Husk (2009)
It is some sort of sad irony that my blog is named Scarecrow’s Blog from the Darkside, and I use Scarecrow as my username on the imdb, yet not one horror film has been reviewed on here featuring a scarecrow! I rectified that today with Husk, a film released by After Dark, about a group of five on a road trip wrecking while traveling through a rural area, with corn stalks as far as the eye could see, thanks to crows bombarding the windshield. A farmhouse is located within the cornfields, one of the group is missing, and so a two of the group hope to find someone living there. What all five encounter instead is a “curse of the scarecrow” (the best way to explain it on my part) where a Scarecrow hunts down a victim, kills him/her, with the one killed “assuming their place”. That sounds goofy, doesn’t it?
 Killer Scarecrows are hard to build a plot around without it being positively absurd. This film works of the “grudge curse” plot used in Ju-on and the like. An act of malevolence (right out of the biblical Cain and Able) resulting in a heinous murder (brother murders brother; the father favors one brother over the other; the father abusively mistreats one son while glorifying his favorite son), has left its curse on the land. The murderer made a scarecrow mask and costume for the brother he later impales with a pitchfork. There’s a scene where members of the group find a car that suffered the same type of wreck as them…dead crows dried up on the windshield confirm it. So someone perhaps replaced the slain brother, took his position as Killer Scarecrow, and is now after one of the group.















 
As I write this, I now realize how ridiculous the plot development is. Look, you get lots of creepy shots of Scarecrows in cornfields with scared people trying to get back to the road once they discovered the farmhouse and understand that where they currently are will not protect them.
There’s a pattern, though. While Killer Scarecrow is hunting down his/her next victim, another killed, while under a type of catatonic undead state, works an old sewing machine (hammering nails in his/her hand in the process so the fabric slides without a hitch!), preparing their mask and costume to eventually become a replacement. Phew, this plot is something else.

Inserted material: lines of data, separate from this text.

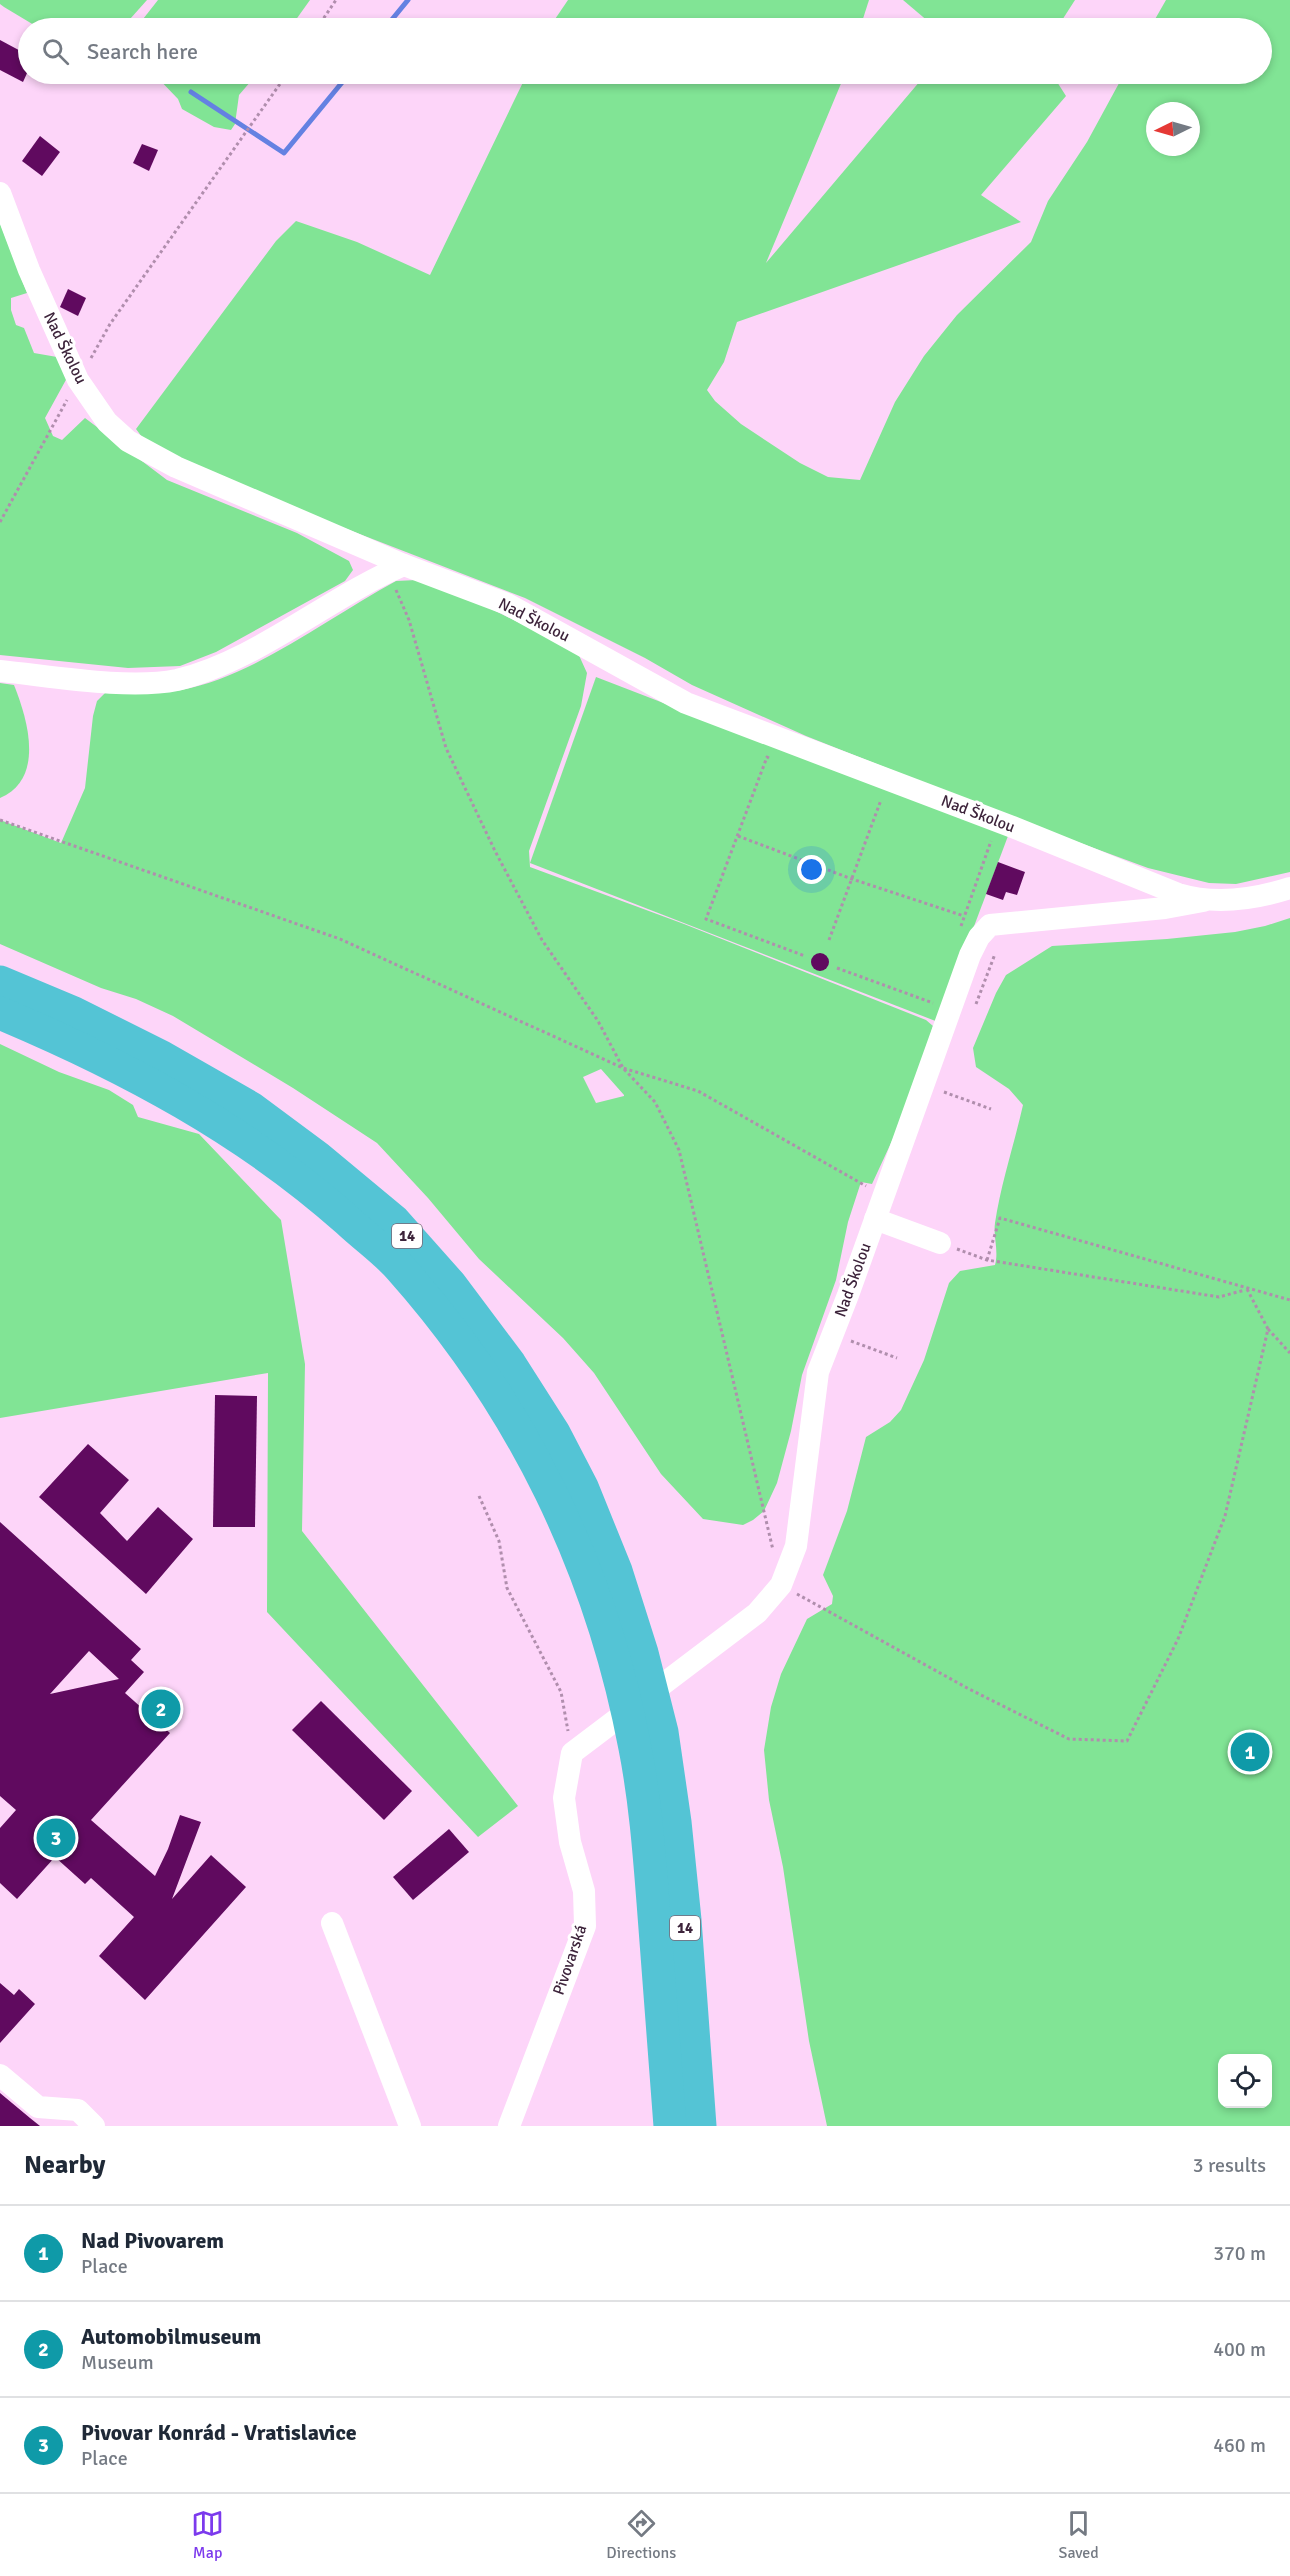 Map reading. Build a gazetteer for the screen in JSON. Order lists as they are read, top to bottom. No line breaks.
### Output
{"streets":{"highway":["14"],"street":["Nad Školou","Pivovarská"]},"crossings":[["Nad Školou","Pivovarská"]],"north":"left","page":{"search":"Search here","pins":["2","1","3"],"heading":["Nearby","3 results"],"list":[{"mark":"1","name":"Nad Pivovarem","note":"Place","value":"370 m"},{"mark":"2","name":"Automobilmuseum","note":"Museum","value":"400 m"},{"mark":"3","name":"Pivovar Konrád - Vratislavice","note":"Place","value":"460 m"}],"nav":["Map","Directions","Saved"]}} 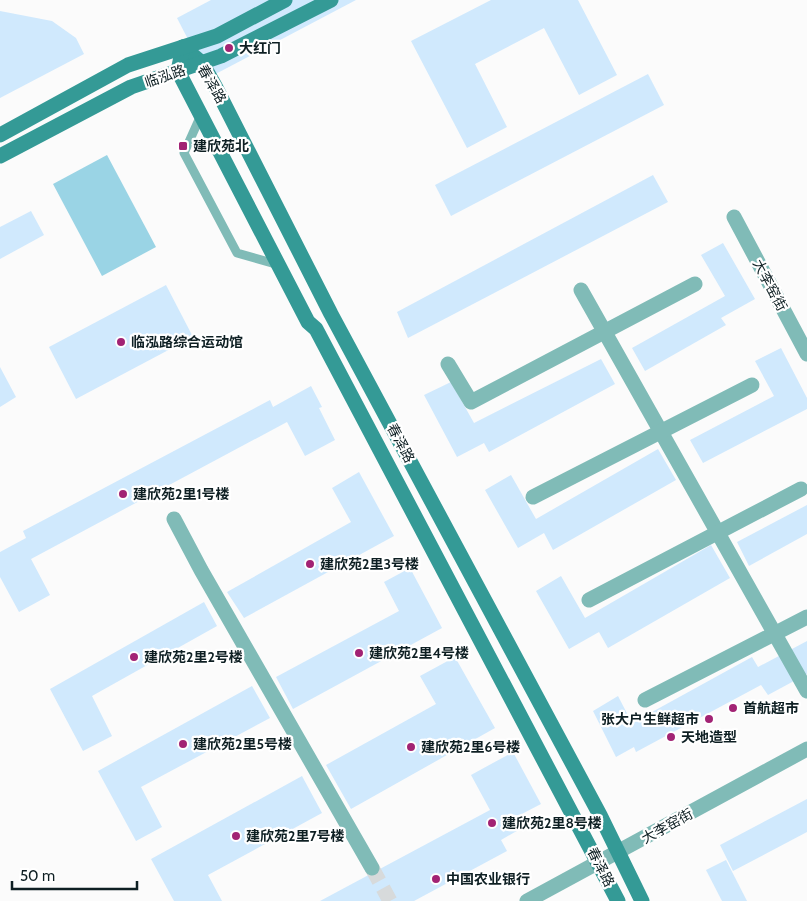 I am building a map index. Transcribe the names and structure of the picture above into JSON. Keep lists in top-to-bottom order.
{
  "streets": {
    "street": ["临泓路", "春泽路", "大李窑街"]
  },
  "crossings": [
    ["临泓路", "春泽路"],
    ["春泽路", "大李窑街"]
  ],
  "places": {
    "other": [
      "大红门",
      "临泓路综合运动馆",
      "建欣苑2里1号楼",
      "建欣苑2里3号楼",
      "建欣苑2里4号楼",
      "建欣苑2里2号楼",
      "首航超市",
      "张大户生鲜超市",
      "天地造型",
      "建欣苑2里5号楼",
      "建欣苑2里6号楼",
      "建欣苑2里8号楼",
      "建欣苑2里7号楼",
      "中国农业银行"
    ],
    "transit": ["建欣苑北"]
  },
  "scale_bar": "50 m"
}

 Anyway, the film has plenty of shots of cornfields, the farmhouse, the sun, and the moon; the setting and the scarecrow perched on a cross to scare away the crows that might threaten the crops. Despite the plot absurdities, the film is really well photographed and the setting is of significant purpose to those who made Husk. If you love your creepy scarecrows, this film has plenty of them. Just the right amount of gore is here explaining the savagery the scarecrows use on victims. It seems that after victims are dead, nothing of who they were remains, and that malevolence that existed in the brother who started all this carries over to them. That’s all I got.